The Canadian Radio-television and Telecommunications Commission, the federal regulatory body, ordered cable and satellite television providers to offer cheaper starter packages and introduce a pick-and-pay channel selection system by next year.
The giant telecoms, Rogers, Bell Media, Cogeco, Shaw, and Videotron, are crying that the CRTC’s call for a basic package capped at $25 per month will hurt their bottom line. What big crocodile tears they are shedding.
In the first place, the CRTC compensated the telecoms in advance by relaxing Canadian content rules. That move will hurt domestic artists and producers in the face of the corporate media behemoth south of the border.
More importantly, the big broadcasting companies will be able to charge unlimited fees for every single channel outside the basic package that a consumer may want.
As one angry Bell subscriber told a CRTC public hearing in Ottawa, “If I’m (currently) paying $80 (a month) for 257 channels, I should be able to not spend over $80 to get 30 channels.”

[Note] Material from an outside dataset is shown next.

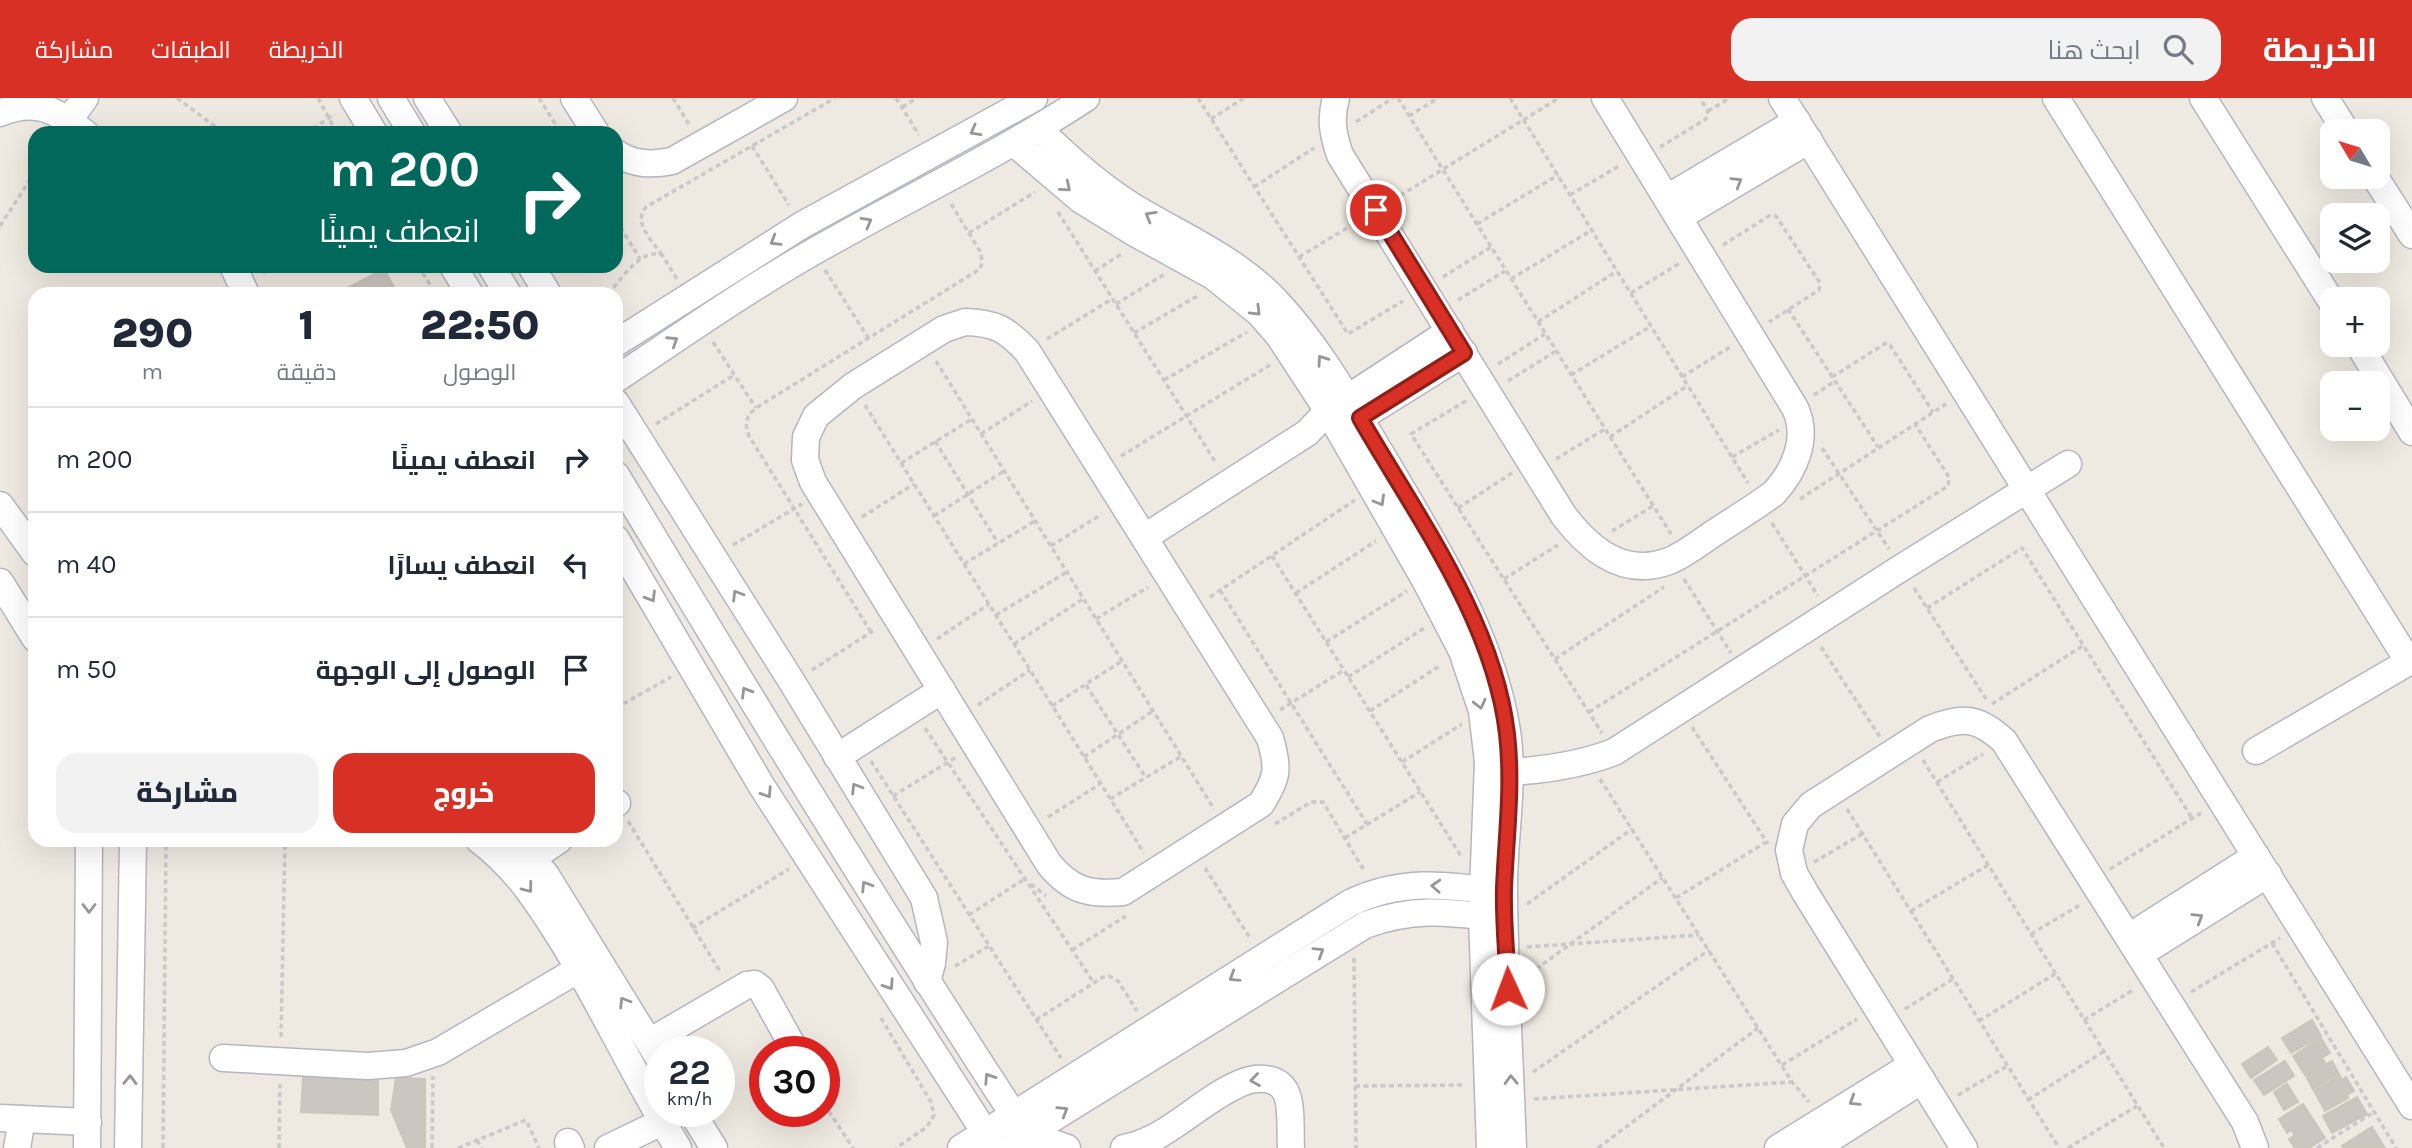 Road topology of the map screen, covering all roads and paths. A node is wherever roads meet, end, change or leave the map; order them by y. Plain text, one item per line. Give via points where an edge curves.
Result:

Unfortunately, that will likely not be the case. The telecoms will force many consumers to stay with their over-priced TV packages by charging astronomical rates for individual popular channels under the ‘pick and pay’ system.
Clearly, the corporate criminals are still running the show – which demonstrates the futility of the latest cable TV ‘reform’ plan. In fact, the changes underway are largely a response, not just to consumer complaints over price-gouging, but to the loss of cable subscribers who’ve shifted to Netflix and the internet generally for entertainment and news.
Is there a solution that would address the concerns of the 13,000 people who complained to the CRTC last year, mostly over the “big, unwieldy and expensive” bundles which have driven the cost of TV well above the inflation rate?
Yes. Nationalize the telecoms – Rogers, Bell, Shaw and all the media giants – under democratic workers’ and community control. Support artists and back cultural production that speaks to the experiences and needs of the vast majority, the working class and small producers. Devote the media to human cultural enrichment and personal enjoyment, not to the pursuit of private profit.